ACTION ITEM: Beginning at the top of the material, repeat each line exactly, and stop once the line with "Digitize the connectivity" has been written.
····················
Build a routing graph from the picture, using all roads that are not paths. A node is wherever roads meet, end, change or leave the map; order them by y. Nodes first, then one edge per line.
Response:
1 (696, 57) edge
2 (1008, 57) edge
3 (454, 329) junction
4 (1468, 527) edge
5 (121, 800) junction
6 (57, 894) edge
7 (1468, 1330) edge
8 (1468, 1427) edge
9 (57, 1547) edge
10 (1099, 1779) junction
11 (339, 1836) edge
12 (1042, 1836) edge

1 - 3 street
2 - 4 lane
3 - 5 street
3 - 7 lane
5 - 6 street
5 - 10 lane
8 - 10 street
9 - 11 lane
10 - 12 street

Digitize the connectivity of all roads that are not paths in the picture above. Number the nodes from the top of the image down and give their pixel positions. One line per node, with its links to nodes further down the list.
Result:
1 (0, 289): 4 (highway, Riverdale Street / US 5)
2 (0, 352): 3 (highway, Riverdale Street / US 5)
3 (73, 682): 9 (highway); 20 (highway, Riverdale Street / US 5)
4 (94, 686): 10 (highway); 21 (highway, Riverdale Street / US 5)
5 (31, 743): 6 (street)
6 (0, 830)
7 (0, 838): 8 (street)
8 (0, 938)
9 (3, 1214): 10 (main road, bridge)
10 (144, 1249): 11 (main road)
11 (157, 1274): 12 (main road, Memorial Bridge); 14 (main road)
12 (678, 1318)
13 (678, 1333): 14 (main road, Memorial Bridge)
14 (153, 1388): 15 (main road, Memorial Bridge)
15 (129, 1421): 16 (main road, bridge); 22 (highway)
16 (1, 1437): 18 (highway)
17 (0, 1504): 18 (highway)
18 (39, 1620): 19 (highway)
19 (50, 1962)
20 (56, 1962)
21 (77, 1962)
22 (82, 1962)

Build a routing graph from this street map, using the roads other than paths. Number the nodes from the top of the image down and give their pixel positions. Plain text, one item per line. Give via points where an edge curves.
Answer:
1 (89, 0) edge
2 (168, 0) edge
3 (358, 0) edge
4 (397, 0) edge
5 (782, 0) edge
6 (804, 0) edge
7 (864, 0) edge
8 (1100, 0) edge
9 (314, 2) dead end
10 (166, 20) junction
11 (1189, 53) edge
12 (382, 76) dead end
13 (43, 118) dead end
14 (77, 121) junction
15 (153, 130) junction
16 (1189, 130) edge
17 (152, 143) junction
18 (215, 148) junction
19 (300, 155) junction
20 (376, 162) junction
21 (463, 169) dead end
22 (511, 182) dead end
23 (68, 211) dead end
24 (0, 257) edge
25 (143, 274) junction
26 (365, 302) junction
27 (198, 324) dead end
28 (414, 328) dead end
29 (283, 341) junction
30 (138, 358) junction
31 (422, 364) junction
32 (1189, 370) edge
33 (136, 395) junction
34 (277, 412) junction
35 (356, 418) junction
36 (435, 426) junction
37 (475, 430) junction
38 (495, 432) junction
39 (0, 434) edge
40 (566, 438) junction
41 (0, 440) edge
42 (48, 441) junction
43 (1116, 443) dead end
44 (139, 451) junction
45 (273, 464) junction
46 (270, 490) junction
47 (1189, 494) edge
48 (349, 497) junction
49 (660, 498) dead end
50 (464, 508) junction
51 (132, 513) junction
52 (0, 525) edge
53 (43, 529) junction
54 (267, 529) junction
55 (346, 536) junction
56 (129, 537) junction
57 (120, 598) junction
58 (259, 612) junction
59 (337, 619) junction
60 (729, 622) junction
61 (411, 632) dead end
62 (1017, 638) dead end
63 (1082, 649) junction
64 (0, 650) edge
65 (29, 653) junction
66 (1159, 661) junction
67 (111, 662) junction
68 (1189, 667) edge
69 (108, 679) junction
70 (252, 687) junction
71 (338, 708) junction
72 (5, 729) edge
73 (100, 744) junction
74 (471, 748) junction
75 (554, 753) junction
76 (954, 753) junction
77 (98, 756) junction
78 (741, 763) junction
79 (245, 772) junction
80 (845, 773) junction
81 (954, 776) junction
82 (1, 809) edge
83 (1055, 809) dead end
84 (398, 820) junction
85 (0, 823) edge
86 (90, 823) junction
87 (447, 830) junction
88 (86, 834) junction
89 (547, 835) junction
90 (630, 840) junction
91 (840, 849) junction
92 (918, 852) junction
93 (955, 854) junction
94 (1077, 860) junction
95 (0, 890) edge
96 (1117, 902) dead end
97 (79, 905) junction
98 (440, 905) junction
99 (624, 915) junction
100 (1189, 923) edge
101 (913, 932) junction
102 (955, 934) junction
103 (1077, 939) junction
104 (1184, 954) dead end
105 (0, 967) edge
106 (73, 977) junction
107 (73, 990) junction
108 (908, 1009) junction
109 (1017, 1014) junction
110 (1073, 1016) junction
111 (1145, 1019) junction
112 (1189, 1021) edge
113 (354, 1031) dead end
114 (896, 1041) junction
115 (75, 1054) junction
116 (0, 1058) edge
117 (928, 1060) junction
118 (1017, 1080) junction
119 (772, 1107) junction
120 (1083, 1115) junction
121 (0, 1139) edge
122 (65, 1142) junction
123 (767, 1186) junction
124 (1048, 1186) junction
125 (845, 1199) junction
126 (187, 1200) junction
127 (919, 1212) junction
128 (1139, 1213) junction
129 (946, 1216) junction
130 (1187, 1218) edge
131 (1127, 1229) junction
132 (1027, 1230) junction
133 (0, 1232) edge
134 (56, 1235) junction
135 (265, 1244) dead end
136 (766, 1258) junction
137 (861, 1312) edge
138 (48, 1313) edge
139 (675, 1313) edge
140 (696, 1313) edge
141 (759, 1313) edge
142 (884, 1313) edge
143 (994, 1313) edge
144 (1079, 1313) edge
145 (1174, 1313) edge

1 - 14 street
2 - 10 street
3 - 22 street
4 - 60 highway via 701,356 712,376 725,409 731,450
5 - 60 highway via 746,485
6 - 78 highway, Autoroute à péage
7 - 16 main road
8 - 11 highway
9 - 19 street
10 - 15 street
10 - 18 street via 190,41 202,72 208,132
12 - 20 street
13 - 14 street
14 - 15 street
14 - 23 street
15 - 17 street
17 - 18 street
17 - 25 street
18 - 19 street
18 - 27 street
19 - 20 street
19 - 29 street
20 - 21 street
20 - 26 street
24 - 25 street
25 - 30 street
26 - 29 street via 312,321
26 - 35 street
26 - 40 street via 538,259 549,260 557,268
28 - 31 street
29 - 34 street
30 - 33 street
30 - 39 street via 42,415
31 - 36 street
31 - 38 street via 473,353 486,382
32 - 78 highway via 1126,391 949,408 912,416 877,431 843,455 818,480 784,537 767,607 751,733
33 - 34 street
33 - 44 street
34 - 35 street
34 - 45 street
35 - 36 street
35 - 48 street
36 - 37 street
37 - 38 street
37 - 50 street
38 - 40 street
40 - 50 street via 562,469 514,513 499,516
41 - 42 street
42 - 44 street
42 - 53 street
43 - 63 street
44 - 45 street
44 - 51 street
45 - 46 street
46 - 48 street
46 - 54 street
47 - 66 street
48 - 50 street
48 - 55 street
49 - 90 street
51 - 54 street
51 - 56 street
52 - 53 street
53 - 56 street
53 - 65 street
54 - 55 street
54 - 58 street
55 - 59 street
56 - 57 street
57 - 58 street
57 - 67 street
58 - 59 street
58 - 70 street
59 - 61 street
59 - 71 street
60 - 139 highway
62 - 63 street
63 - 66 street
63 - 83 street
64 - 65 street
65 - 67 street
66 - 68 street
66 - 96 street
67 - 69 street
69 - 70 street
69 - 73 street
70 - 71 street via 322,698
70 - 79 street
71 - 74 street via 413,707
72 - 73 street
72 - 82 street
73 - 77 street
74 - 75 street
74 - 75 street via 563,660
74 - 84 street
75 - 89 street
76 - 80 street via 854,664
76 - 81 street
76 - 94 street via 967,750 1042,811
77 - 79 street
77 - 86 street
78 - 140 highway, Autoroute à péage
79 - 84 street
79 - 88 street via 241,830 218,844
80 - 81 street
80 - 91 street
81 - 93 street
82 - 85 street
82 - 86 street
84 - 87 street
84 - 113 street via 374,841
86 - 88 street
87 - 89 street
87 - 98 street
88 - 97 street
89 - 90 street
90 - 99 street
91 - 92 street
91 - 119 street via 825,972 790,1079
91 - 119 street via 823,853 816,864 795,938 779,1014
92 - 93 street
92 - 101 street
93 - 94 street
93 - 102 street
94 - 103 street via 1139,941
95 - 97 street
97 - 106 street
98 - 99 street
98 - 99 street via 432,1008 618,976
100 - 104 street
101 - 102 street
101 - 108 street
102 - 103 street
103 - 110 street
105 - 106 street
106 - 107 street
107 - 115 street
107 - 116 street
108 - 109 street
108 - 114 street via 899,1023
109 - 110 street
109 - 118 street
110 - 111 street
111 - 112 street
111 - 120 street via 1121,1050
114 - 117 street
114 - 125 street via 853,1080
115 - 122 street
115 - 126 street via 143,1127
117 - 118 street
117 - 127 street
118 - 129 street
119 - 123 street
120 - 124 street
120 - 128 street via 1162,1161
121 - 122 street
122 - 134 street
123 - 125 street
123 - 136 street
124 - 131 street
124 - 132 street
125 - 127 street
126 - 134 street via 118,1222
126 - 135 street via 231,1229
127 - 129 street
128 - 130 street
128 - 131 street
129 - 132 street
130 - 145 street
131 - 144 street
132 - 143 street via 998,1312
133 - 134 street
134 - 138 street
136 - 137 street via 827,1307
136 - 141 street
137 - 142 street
····················
EXERCISE ANSWER:
Build a routing graph from the picture, using all roads that are not paths. A node is wherever roads meet, end, change or leave the map; order them by y. Nodes first, then one edge per line.
Response:
1 (696, 57) edge
2 (1008, 57) edge
3 (454, 329) junction
4 (1468, 527) edge
5 (121, 800) junction
6 (57, 894) edge
7 (1468, 1330) edge
8 (1468, 1427) edge
9 (57, 1547) edge
10 (1099, 1779) junction
11 (339, 1836) edge
12 (1042, 1836) edge

1 - 3 street
2 - 4 lane
3 - 5 street
3 - 7 lane
5 - 6 street
5 - 10 lane
8 - 10 street
9 - 11 lane
10 - 12 street

Digitize the connectivity of all roads that are not paths in the picture above. Number the nodes from the top of the image down and give their pixel positions. One line per node, with its links to nodes further down the list.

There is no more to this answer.